ActivitySim / activitysim

An Open Platform for Activity-Based Travel Modeling
https://activitysim.github.io
BSD 3-Clause "New" or "Revised" License
191 stars 99 forks source link

ActivitySim Random Seed/Stochasticity Issue #576

Closed siweih1997 closed 2 months ago

siweih1997 commented 2 years ago

Hi ActivitySim technical support,

We are from University of California, Irvine, teaming with SANDAG. We are running Activitysim for a couple of times with different random seeds, to see whether it could produce the same results.

We found the set_base_seed() function from random.py, is related to the seeds and randomness.

def set_base_seed(self, seed=None):
    """
    Like seed for numpy.random.RandomState, but generalized for use with all random streams.

    Provide a base seed that will be added to the seeds of all random streams.
    The default base seed value is 0, so set_base_seed(0) is a NOP

    set_base_seed(1) will (e.g.) provide a different set of random streams than the default
    but will provide repeatable results re-running or resuming the simulation

    set_base_seed(None) will set the base seed to a random and unpredictable integer and so
    provides "fully pseudo random" non-repeatable streams with different results every time

    Must be called before first step (before any channels are added or rands are consumed)

    Parameters
    ----------
    seed : int or None
    """

    if self.step_name is not None or self.channels:
        raise RuntimeError("Can only call set_base_seed before the first step.")
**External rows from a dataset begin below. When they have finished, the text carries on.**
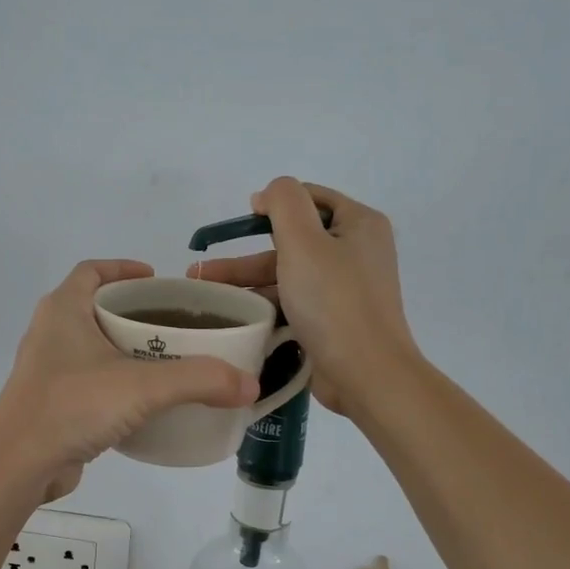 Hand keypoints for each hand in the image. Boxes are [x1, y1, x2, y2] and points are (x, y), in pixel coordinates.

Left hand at [0, 260, 259, 500]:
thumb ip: (199, 380)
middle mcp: (50, 332)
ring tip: (167, 361)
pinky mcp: (50, 402)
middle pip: (95, 307)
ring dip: (124, 348)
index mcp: (64, 309)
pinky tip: (143, 402)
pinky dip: (115, 382)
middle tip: (174, 324)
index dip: (123, 269)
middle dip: (133, 312)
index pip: (92, 270)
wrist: (17, 465)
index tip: (157, 279)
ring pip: (91, 346)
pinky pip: (88, 380)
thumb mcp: (143, 387)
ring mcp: (46, 369)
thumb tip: (250, 384)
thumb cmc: (73, 406)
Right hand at [186, 178, 418, 414]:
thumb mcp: (304, 241)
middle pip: (292, 241)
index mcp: (359, 224)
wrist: (366, 374)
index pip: (310, 198)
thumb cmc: (334, 302)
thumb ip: (284, 203)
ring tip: (206, 297)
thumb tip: (268, 194)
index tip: (242, 221)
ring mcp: (345, 289)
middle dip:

    assert len(list(self.channels.keys())) == 0

    if seed is None:
        self.base_seed = np.random.RandomState().randint(_MAX_SEED)
        logger.debug("Set random seed randomly to %s" % self.base_seed)
    else:
        logger.debug("Set random seed base to %s" % seed)
        self.base_seed = seed

And we also found that the set_base_seed() function is called at three different places:

So we changed the input of the function set_base_seed() from "0" to "None" in Line 509 of the pipeline.py file: From get_rn_generator().set_base_seed(inject.get_injectable('rng_base_seed', 0)) to get_rn_generator().set_base_seed(inject.get_injectable('rng_base_seed', None))

We expect there might be some randomness. But very surprisingly, we found that all the results are the same across the 5 runs.

Can you help us understand what's going wrong?

JoeJimFlood commented 2 years ago

The place to edit the random seed is in Line 64 of core/config.py (Should this be configurable in the settings file?). However, setting that value to None results in an error due to the data type of the random seed. I just submitted a pull request to fix that.

jfdman commented 2 years ago

Hi Joe, yes it should be configurable by adding "rng_base_seed: x” where x is an integer in the settings.yaml file. However, @fxie-mwcog confirms that this has no effect on results. Can you please work with @jpn-- to get this fix into the next release (if it hasn't been addressed yet)? A number of folks want to investigate simulation variance. Thanks!!

jpn-- commented 2 years ago

@fxie-mwcog, did you find no randomness when changing the fixed seed to a different fixed seed (this would be a different problem than described above, which we also should fix), or just when changing to "None" which should fall back to non-reproducible randomness but doesn't (same problem as above)?

xiex0055 commented 2 years ago

It's the former. We did not test 'rng_base_seed: None'. We tested 'rng_base_seed: 0' and 'rng_base_seed: 1' but they both generated the same modeling results as the original model run (which does not have any 'rng_base_seed' syntax in the settings file)

JoeJimFlood commented 2 years ago

@jfdman @jpn-- @xiex0055 I looked through the source code and didn't find anywhere that reads the rng_base_seed value from the settings file (unless there's a way other than config.setting() that I'm missing). I only found where it's set as an injectable and it looks like as it stands it's set to be 0. I tried creating an environment in which I made the following change to config.py from:

@inject.injectable()
def rng_base_seed():
    return 0

to:

@inject.injectable()
def rng_base_seed():
    try:
        return setting("rng_base_seed")
    except KeyError:
        return 0

I then ran a few tests of prototype_mtc: two with rng_base_seed set to 0, two with it set to 1, one with it set to None (which I learned today is done by typing rng_base_seed: null in the file), and two without any explicit definition in the settings file. I then got the number of tours by mode for each run (results attached). The runs with the seed set to 0 matched, as did the runs set to 1, and they were different to each other. The run where it was set to None was different. However, I was expecting the runs where the seed was undefined to be the same as when it was set to 0. They were both different from the rest, leading me to believe that when something isn't in the settings file a KeyError is not raised and the value is just set to None. Is this understanding correct?

Should I update my pull request with this change? Or without the try/except statements?

jfdman commented 1 year ago

@jpn-- I think this issue is fixed with the latest release? if so please close.

xiex0055 commented 2 months ago

@jfdman MWCOG staff recently conducted test model runs with different random seed specifications and obtained slightly different results. We can confirm that this has been fixed in the latest ActivitySim release. As you suggested, @jpn-- may close this issue.